:: What the task asks ::
Across the following data, state how many lines include the word "Salak". Provide the number alone.
++++ Input data ++++
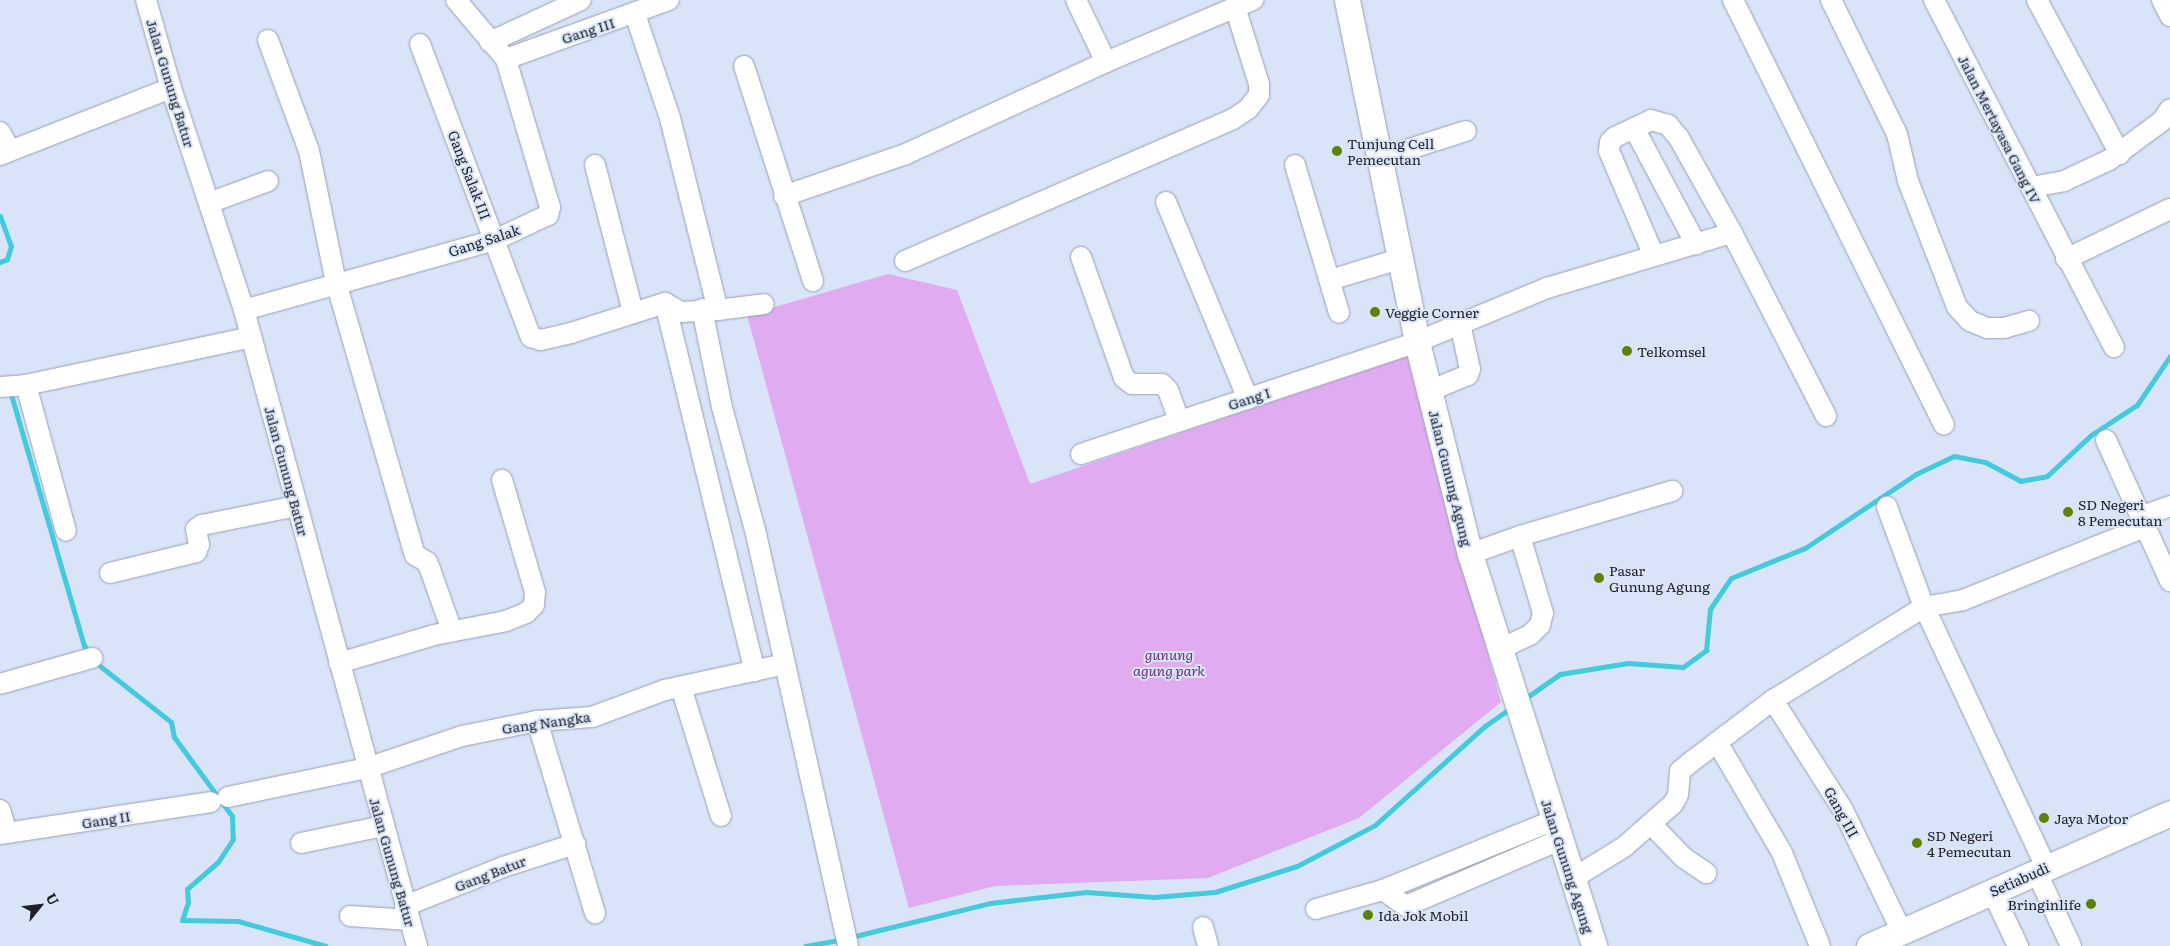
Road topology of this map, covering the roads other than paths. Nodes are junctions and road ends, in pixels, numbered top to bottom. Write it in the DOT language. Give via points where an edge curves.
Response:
graph roads {
  1 [pos="146,0"];
  2 [pos="456,0"];
  3 [pos="581,0"];
  4 [pos="669,0"];
  5 [pos="1076,0"];
  6 [pos="1254,0"];
  7 [pos="1348,0"];
  8 [pos="1733,0"];
  9 [pos="1831,0"];
  10 [pos="1934,0"];
  11 [pos="2037,0"];
  12 [pos="2162,0"];
  13 [pos="1235,7"];
  14 [pos="635,14"];
  15 [pos="2170,16"];
  16 [pos="268,40"];
  17 [pos="490,42"];
  18 [pos="420,44"];
  19 [pos="506,58"];
  20 [pos="1106,62"];
  21 [pos="744,66"];
  22 [pos="171,88"];
  23 [pos="2170,109"];
  24 [pos="1634,128"];
  25 [pos="1466,131"];
  26 [pos="0,132"];
  27 [pos="5,153"];
  28 [pos="2120,154"];
  29 [pos="1381,158"];
  30 [pos="596,165"];
  31 [pos="1295,165"];
  32 [pos="268,181"];
  33 [pos="2031,187"];
  34 [pos="784,196"];
  35 [pos="1166,202"];
  36 [pos="209,203"];
  37 [pos="2170,209"];
  38 [pos="1732,233"];
  39 [pos="495,240"];
  40 [pos="1696,244"];
  41 [pos="1654,256"];
  42 [pos="1081,257"];
  43 [pos="1399,259"];
  44 [pos="2066,259"];
  45 [pos="905,261"];
  46 [pos="1330,280"];
  47 [pos="813,281"];
  48 [pos="336,282"];
  49 [pos="665,303"];
  50 [pos="764,304"];
  51 [pos="244,310"];
  52 [pos="710,310"];
  53 [pos="634,312"];
  54 [pos="1339,312"];
  55 [pos="2029,322"];
  56 [pos="1460,324"];
  57 [pos="251,337"];
  58 [pos="1417,342"];
  59 [pos="2114,347"];
  60 [pos="12,386"];
  61 [pos="1429,391"];
  62 [pos="1248,399"];
  63 [pos="1826,416"];
  64 [pos="1179,421"];
  65 [pos="1944,425"];
  66 [pos="2106,440"];
  67 [pos="1081,454"];
  68 [pos="502,480"];
  69 [pos="1672,491"];
  70 [pos="297,506"];
  71 [pos="2170,506"];
  72 [pos="1888,507"];
  73 [pos="2143,522"];
  74 [pos="66,531"];
  75 [pos="1520,536"];
  76 [pos="1470,554"];
  77 [pos="110,573"];
  78 [pos="2170,581"];
  79 [pos="1924,607"];
  80 [pos="443,633"];
  81 [pos="1500,649"];
  82 [pos="92,658"];
  83 [pos="339,663"];
  84 [pos="785,664"];
  85 [pos="755,671"];
  86 [pos="0,684"];
  87 [pos="681,686"];
  88 [pos="1773,700"];
  89 [pos="537,721"];
  90 [pos="1717,742"];
  91 [pos="367,768"];
  92 [pos="220,800"];
  93 [pos="0,810"];
  94 [pos="2170,813"];
  95 [pos="721,816"];
  96 [pos="1651,824"];
  97 [pos="383,826"];
  98 [pos="1556,830"];
  99 [pos="3,833"];
  100 [pos="301,843"];
  101 [pos="575,844"];
  102 [pos="2041,869"];
  103 [pos="1706,873"];
  104 [pos="1572,879"];
  105 [pos="1992,891"];
  106 [pos="1316,909"];
  107 [pos="407,913"];
  108 [pos="595,913"];
  109 [pos="350,916"];
  110 [pos="1901,930"];
  111 [pos="848,940"];
  112 [pos="1875,945"];
  113 [pos="417,946"];
  114 [pos="1594,946"];
  115 [pos="1820,946"];
  116 [pos="2018,946"];
  117 [pos="2071,946"];
  1 -- 22 [label="street, Jalan Gunung Batur"];
  2 -- 17 [label="street, Gang Salak"];
  3 -- 17 [label="street"];
  4 -- 14 [label="street, Gang III"];
  5 -- 20 [label="street"];
  6 -- 13 [label="street"];
  7 -- 29 [label="main road, Jalan Gunung Agung"];
  8 -- 65 [label="street"];
  9 -- 55 [label="street" via="1897,134 1908,181 1957,307 1970,321 1987,328"];
  10 -- 33 [label="street, Jalan Mertayasa Gang IV"];
  11 -- 28 [label="street"];
  12 -- 15 [label="street"];
  13 -- 20 [label="street"];
  13 -- 45 [label="street" via="1259,84 1259,96 1248,109 1233,119"];
  14 -- 19 [label="street, Gang III"];
  14 -- 52 [label="street" via="670,118"];
  16 -- 48 [label="street" via="309,151"];
  17 -- 19 [label="street, Gang Salak"];
  18 -- 39 [label="street, Gang Salak III"];
  19 -- 39 [label="street, Gang Salak" via="550,212 539,221"];
  20 -- 34 [label="street" via="906,154"];
  21 -- 34 [label="street"];
  22 -- 27 [label="street"];
  22 -- 36 [label="street, Jalan Gunung Batur"];
  23 -- 28 [label="street" via="2162,121"];
  24 -- 38 [label="street" via="1651,120 1668,125 1679,138"];
  24 -- 40 [label="street"];
  24 -- 41 [label="street" via="1615,136 1610,142 1610,150"];
  25 -- 29 [label="street"];
  26 -- 27 [label="street"];
  28 -- 33 [label="street" via="2064,181"];
  29 -- 43 [label="main road, Jalan Gunung Agung"];
  30 -- 53 [label="street"];
  31 -- 46 [label="street"];
  32 -- 36 [label="street"];
  33 -- 44 [label="street, Jalan Mertayasa Gang IV"];
  34 -- 47 [label="street"];
  35 -- 62 [label="street"];
  36 -- 51 [label="street, Jalan Gunung Batur"];
  37 -- 44 [label="street"];
  38 -- 40 [label="street, Gang I"];
  38 -- 63 [label="street"];
  39 -- 48 [label="street, Gang Salak"];
  39 -- 53 [label="street, Gang Salak III" via="528,334 534,340"];
  40 -- 41 [label="street, Gang I"];
  41 -- 56 [label="street, Gang I" via="1546,288"];
  42 -- 64 [label="street" via="1124,378 1132,384 1162,384 1168,390"];
  43 -- 46 [label="street"];
  43 -- 58 [label="main road, Jalan Gunung Agung"];
  44 -- 59 [label="street, Jalan Mertayasa Gang IV"];
  46 -- 54 [label="street"];
  48 -- 51 [label="street, Gang Salak"];
  48 -- 80 [label="street" via="416,555 427,562 430,569"];
  49 -- 52 [label="street" via="681,312"];
  49 -- 53 [label="street"];
  49 -- 85 [label="street"];
  50 -- 52 [label="street"];
  51 -- 57 [label="street, Jalan Gunung Batur"];
  52 -- 84 [label="street" via="722,407"];
  56 -- 58 [label="street, Gang I"];
  56 -- 61 [label="street" via="1470,369 1468,375"];
  57 -- 60 [label="street"];
  57 -- 70 [label="street, Jalan Gunung Batur"];
  58 -- 61 [label="main road, Jalan Gunung Agung"];
  58 -- 62 [label="street, Gang I"];
  60 -- 74 [label="street"];
  61 -- 76 [label="main road, Jalan Gunung Agung"];
  62 -- 64 [label="street, Gang I"];
  64 -- 67 [label="street, Gang I"];
  66 -- 73 [label="street"];
  68 -- 80 [label="street" via="535,592 534,605 517,618"];
  69 -- 75 [label="street"];
  70 -- 77 [label="street" via="202,525 196,529 199,545 196,552"];
  70 -- 83 [label="street, Jalan Gunung Batur"];
  71 -- 73 [label="street"];
  72 -- 79 [label="street"];
  73 -- 78 [label="street"];
  73 -- 79 [label="street" via="1963,600"];
  75 -- 76 [label="street"];
  75 -- 81 [label="street" via="1543,613 1540,625 1530,636"];
  76 -- 81 [label="main road, Jalan Gunung Agung"];
  79 -- 88 [label="street"];
  79 -- 102 [label="street"];
  80 -- 83 [label="street"];
  81 -- 98 [label="main road, Jalan Gunung Agung"];
  82 -- 86 [label="street"];
  83 -- 91 [label="street, Jalan Gunung Batur"];
  84 -- 85 [label="street, Gang Nangka"];
  84 -- 111 [label="street"];
  85 -- 87 [label="street, Gang Nangka"];
  87 -- 89 [label="street, Gang Nangka" via="592,716"];
  87 -- 95 [label="street"];
  88 -- 90 [label="street"];
  88 -- 110 [label="street, Gang III" via="1843,810"];
  89 -- 91 [label="street, Gang Nangka" via="462,736"];
  89 -- 101 [label="street"];
  90 -- 96 [label="street" via="1680,771 1678,795"];
  90 -- 115 [label="street" via="1780,848"];
  91 -- 92 [label="street, Gang Nangka"];
  91 -- 97 [label="street, Jalan Gunung Batur"];
  92 -- 99 [label="street, Gang II"];
  93 -- 99 [label="street"];
  94 -- 102 [label="main road, Setiabudi"];
  96 -- 103 [label="street" via="1684,858"];
  96 -- 104 [label="street" via="1624,847"];
  97 -- 100 [label="street"];
  97 -- 107 [label="street, Jalan Gunung Batur"];
  98 -- 104 [label="main road, Jalan Gunung Agung"];
  98 -- 106 [label="street" via="1406,906 1383,890"];
  101 -- 107 [label="street, Gang Batur" via="504,867"];
  101 -- 108 [label="street"];
  102 -- 105 [label="main road, Setiabudi"];
  102 -- 117 [label="street"];
  104 -- 114 [label="main road, Jalan Gunung Agung"];
  105 -- 110 [label="main road, Setiabudi"];
  105 -- 116 [label="street"];
  107 -- 109 [label="street"];
  107 -- 113 [label="street, Jalan Gunung Batur"];
  110 -- 112 [label="main road, Setiabudi"];
}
++++
:: Your response ::
7